Work task >>
Output every line below exactly.

Entries provided >>
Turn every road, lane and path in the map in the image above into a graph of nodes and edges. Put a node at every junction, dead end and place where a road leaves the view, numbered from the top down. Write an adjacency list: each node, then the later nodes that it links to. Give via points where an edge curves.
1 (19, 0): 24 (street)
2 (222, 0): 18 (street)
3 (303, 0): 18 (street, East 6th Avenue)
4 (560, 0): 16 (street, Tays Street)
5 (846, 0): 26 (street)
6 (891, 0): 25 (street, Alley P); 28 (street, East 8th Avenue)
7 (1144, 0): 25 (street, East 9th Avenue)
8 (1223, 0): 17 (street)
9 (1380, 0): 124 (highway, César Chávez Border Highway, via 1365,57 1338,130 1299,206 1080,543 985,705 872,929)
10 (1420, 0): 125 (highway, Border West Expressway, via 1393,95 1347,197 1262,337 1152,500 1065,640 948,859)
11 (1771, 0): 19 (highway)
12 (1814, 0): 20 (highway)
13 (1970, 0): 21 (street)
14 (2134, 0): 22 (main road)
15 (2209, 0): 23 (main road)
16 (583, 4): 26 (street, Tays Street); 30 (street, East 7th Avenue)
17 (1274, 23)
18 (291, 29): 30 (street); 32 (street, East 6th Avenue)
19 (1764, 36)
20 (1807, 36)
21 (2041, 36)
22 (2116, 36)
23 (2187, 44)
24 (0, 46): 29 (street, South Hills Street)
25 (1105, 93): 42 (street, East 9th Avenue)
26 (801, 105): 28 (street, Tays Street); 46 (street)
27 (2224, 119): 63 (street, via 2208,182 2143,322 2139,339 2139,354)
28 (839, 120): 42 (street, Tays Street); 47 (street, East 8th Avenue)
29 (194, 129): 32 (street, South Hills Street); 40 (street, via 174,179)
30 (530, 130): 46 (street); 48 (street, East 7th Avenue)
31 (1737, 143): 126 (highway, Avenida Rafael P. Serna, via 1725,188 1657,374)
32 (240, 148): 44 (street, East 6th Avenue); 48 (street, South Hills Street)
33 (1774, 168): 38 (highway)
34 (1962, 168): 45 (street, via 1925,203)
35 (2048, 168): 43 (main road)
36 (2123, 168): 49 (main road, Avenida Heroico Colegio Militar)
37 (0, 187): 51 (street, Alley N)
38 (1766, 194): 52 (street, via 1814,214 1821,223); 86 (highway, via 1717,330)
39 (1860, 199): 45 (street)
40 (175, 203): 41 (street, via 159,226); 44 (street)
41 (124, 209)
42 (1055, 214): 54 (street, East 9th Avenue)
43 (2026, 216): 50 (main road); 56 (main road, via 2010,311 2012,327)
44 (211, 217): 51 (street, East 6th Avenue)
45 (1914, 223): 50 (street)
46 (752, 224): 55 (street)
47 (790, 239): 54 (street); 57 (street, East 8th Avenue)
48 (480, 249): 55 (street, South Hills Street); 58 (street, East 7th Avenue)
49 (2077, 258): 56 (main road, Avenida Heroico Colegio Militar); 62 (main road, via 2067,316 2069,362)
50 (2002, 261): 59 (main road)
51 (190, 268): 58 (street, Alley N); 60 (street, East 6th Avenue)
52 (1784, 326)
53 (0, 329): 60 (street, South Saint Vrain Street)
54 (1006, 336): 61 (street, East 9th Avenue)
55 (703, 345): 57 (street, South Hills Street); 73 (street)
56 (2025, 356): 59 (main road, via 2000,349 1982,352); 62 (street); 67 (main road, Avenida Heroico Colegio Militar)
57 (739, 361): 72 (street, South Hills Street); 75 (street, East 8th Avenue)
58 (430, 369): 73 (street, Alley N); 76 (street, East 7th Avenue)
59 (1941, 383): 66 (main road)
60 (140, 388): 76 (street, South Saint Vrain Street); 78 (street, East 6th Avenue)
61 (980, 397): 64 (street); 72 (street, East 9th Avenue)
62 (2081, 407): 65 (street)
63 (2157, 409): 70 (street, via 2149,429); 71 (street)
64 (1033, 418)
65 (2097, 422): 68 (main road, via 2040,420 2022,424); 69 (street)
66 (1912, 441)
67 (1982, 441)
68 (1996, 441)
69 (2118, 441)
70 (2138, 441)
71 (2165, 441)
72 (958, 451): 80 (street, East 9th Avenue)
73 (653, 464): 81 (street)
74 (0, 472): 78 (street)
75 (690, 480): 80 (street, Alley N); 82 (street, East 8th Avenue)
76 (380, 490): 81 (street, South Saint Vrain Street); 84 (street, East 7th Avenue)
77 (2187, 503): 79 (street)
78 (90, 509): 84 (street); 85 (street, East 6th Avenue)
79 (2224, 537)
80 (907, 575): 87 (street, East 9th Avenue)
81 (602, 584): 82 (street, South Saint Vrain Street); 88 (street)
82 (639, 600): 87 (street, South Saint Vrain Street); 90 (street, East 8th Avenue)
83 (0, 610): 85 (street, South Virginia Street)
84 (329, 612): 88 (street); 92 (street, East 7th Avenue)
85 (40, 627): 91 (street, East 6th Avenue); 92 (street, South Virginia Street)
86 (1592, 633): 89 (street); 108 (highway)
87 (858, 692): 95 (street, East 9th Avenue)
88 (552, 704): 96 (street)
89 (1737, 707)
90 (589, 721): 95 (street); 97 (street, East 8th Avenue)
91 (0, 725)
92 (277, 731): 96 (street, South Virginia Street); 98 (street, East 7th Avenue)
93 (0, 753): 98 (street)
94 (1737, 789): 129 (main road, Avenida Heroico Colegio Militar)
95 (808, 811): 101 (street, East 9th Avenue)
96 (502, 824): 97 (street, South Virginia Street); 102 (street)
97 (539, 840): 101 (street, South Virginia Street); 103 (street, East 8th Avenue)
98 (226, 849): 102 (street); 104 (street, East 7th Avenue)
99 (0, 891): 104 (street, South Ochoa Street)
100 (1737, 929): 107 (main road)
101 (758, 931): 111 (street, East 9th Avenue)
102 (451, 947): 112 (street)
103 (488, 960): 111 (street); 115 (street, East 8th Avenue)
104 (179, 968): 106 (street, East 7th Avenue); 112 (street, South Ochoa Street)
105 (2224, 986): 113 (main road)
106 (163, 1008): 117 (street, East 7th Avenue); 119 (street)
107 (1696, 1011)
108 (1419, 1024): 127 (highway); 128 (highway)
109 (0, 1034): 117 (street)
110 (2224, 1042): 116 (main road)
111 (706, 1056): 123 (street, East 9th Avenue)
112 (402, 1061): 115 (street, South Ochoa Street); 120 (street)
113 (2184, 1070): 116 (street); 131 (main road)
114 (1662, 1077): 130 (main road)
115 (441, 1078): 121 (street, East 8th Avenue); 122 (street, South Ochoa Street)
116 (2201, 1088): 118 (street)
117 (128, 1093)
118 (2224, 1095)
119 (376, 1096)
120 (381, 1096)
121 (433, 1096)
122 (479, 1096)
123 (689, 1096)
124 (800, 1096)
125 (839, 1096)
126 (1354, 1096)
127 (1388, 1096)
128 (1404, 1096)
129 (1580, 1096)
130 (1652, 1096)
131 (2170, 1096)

Written answer >>
Turn every road, lane and path in the map in the image above into a graph of nodes and edges. Put a node at every junction, dead end and place where a road leaves the view, numbered from the top down. Write an adjacency list: each node, then the later nodes that it links to. Give via points where an edge curves.
1 (19, 0): 24 (street)
2 (222, 0): 18 (street)
3 (303, 0): 18 (street, East 6th Avenue)
4 (560, 0): 16 (street, Tays Street)
5 (846, 0): 26 (street)
6 (891, 0): 25 (street, Alley P); 28 (street, East 8th Avenue)
7 (1144, 0): 25 (street, East 9th Avenue)
8 (1223, 0): 17 (street)
9 (1380, 0): 124 (highway, César Chávez Border Highway, via 1365,57 1338,130 1299,206 1080,543 985,705 872,929)
10 (1420, 0): 125 (highway, Border West Expressway, via 1393,95 1347,197 1262,337 1152,500 1065,640 948,859)
11 (1771, 0): 19 (highway)
12 (1814, 0): 20 (highway)
13 (1970, 0): 21 (street)
14 (2134, 0): 22 (main road)
15 (2209, 0): 23 (main road)
16 (583, 4): 26 (street, Tays Street); 30 (street, East 7th Avenue)
17 (1274, 23)
18 (291, 29): 30 (street); 32 (street, East 6th Avenue)
19 (1764, 36)
20 (1807, 36)
21 (2041, 36)
22 (2116, 36)
23 (2187, 44)
24 (0, 46): 29 (street, South Hills Street)
25 (1105, 93): 42 (street, East 9th Avenue)
26 (801, 105): 28 (street, Tays Street); 46 (street)
27 (2224, 119): 63 (street, via 2208,182 2143,322 2139,339 2139,354)
28 (839, 120): 42 (street, Tays Street); 47 (street, East 8th Avenue)
29 (194, 129): 32 (street, South Hills Street); 40 (street, via 174,179)
30 (530, 130): 46 (street); 48 (street, East 7th Avenue)
31 (1737, 143): 126 (highway, Avenida Rafael P. Serna, via 1725,188 1657,374)
32 (240, 148): 44 (street, East 6th Avenue); 48 (street, South Hills Street)
33 (1774, 168): 38 (highway)
34 (1962, 168): 45 (street, via 1925,203)
35 (2048, 168): 43 (main road)
36 (2123, 168): 49 (main road, Avenida Heroico Colegio Militar)
37 (0, 187): 51 (street, Alley N)
38 (1766, 194): 52 (street, via 1814,214 1821,223); 86 (highway, via 1717,330)
39 (1860, 199): 45 (street)
40 (175, 203): 41 (street, via 159,226); 44 (street)
41 (124, 209)
42 (1055, 214): 54 (street, East 9th Avenue)
43 (2026, 216): 50 (main road); 56 (main road, via 2010,311 2012,327)
44 (211, 217): 51 (street, East 6th Avenue)
45 (1914, 223): 50 (street)
46 (752, 224): 55 (street)
47 (790, 239): 54 (street); 57 (street, East 8th Avenue)
48 (480, 249): 55 (street, South Hills Street); 58 (street, East 7th Avenue)
49 (2077, 258): 56 (main road, Avenida Heroico Colegio Militar); 62 (main road, via 2067,316 2069,362)
50 (2002, 261): 59 (main road)
51 (190, 268): 58 (street, Alley N); 60 (street, East 6th Avenue)
52 (1784, 326)
53 (0, 329): 60 (street, South Saint Vrain Street)
54 (1006, 336): 61 (street, East 9th Avenue)
55 (703, 345): 57 (street, South Hills Street); 73 (street)
56 (2025, 356): 59 (main road, via 2000,349 1982,352); 62 (street); 67 (main road, Avenida Heroico Colegio Militar)
57 (739, 361): 72 (street, South Hills Street); 75 (street, East 8th Avenue)
58 (430, 369): 73 (street, Alley N); 76 (street, East 7th Avenue)
59 (1941, 383): 66 (main road)
60 (140, 388): 76 (street, South Saint Vrain Street); 78 (street, East 6th Avenue)
61 (980, 397): 64 (street); 72 (street, East 9th Avenue)
62 (2081, 407): 65 (street)
63 (2157, 409): 70 (street, via 2149,429); 71 (street)
64 (1033, 418)
65 (2097, 422): 68 (main road, via 2040,420 2022,424); 69 (street)
66 (1912, 441)
67 (1982, 441)
68 (1996, 441)
69 (2118, 441)
70 (2138, 441)
71 (2165, 441)
72 (958, 451): 80 (street, East 9th Avenue)
73 (653, 464): 81 (street)
74 (0, 472): 78 (street)
75 (690, 480): 80 (street, Alley N); 82 (street, East 8th Avenue)
76 (380, 490): 81 (street, South Saint Vrain Street); 84 (street, East 7th Avenue)
77 (2187, 503): 79 (street)
78 (90, 509): 84 (street); 85 (street, East 6th Avenue)
79 (2224, 537)
80 (907, 575): 87 (street, East 9th Avenue)
81 (602, 584): 82 (street, South Saint Vrain Street); 88 (street)
82 (639, 600): 87 (street, South Saint Vrain Street); 90 (street, East 8th Avenue)
83 (0, 610): 85 (street, South Virginia Street)
84 (329, 612): 88 (street); 92 (street, East 7th Avenue)
85 (40, 627): 91 (street, East 6th Avenue); 92 (street, South Virginia Street)
86 (1592, 633): 89 (street); 108 (highway)
87 (858, 692): 95 (street, East 9th Avenue)
88 (552, 704): 96 (street)
89 (1737, 707)
90 (589, 721): 95 (street); 97 (street, East 8th Avenue)
91 (0, 725)
92 (277, 731): 96 (street, South Virginia Street); 98 (street, East 7th Avenue)
93 (0, 753): 98 (street)
94 (1737, 789): 129 (main road, Avenida Heroico Colegio Militar)
95 (808, 811): 101 (street, East 9th Avenue)
96 (502, 824): 97 (street, South Virginia Street); 102 (street)
97 (539, 840): 101 (street, South Virginia Street); 103 (street, East 8th Avenue)
98 (226, 849): 102 (street); 104 (street, East 7th Avenue)
99 (0, 891): 104 (street, South Ochoa Street)
100 (1737, 929): 107 (main road)
101 (758, 931): 111 (street, East 9th Avenue)
102 (451, 947): 112 (street)
103 (488, 960): 111 (street); 115 (street, East 8th Avenue)
104 (179, 968): 106 (street, East 7th Avenue); 112 (street, South Ochoa Street)
105 (2224, 986): 113 (main road)
106 (163, 1008): 117 (street, East 7th Avenue); 119 (street)
107 (1696, 1011)
108 (1419, 1024): 127 (highway); 128 (highway)
109 (0, 1034): 117 (street)
110 (2224, 1042): 116 (main road)
111 (706, 1056): 123 (street, East 9th Avenue)
112 (402, 1061): 115 (street, South Ochoa Street); 120 (street)
113 (2184, 1070): 116 (street); 131 (main road)
114 (1662, 1077): 130 (main road)
115 (441, 1078): 121 (street, East 8th Avenue); 122 (street, South Ochoa Street)
116 (2201, 1088): 118 (street)
117 (128, 1093)
118 (2224, 1095)
119 (376, 1096)
120 (381, 1096)
121 (433, 1096)
122 (479, 1096)
123 (689, 1096)
124 (800, 1096)
125 (839, 1096)
126 (1354, 1096)
127 (1388, 1096)
128 (1404, 1096)
129 (1580, 1096)
130 (1652, 1096)
131 (2170, 1096)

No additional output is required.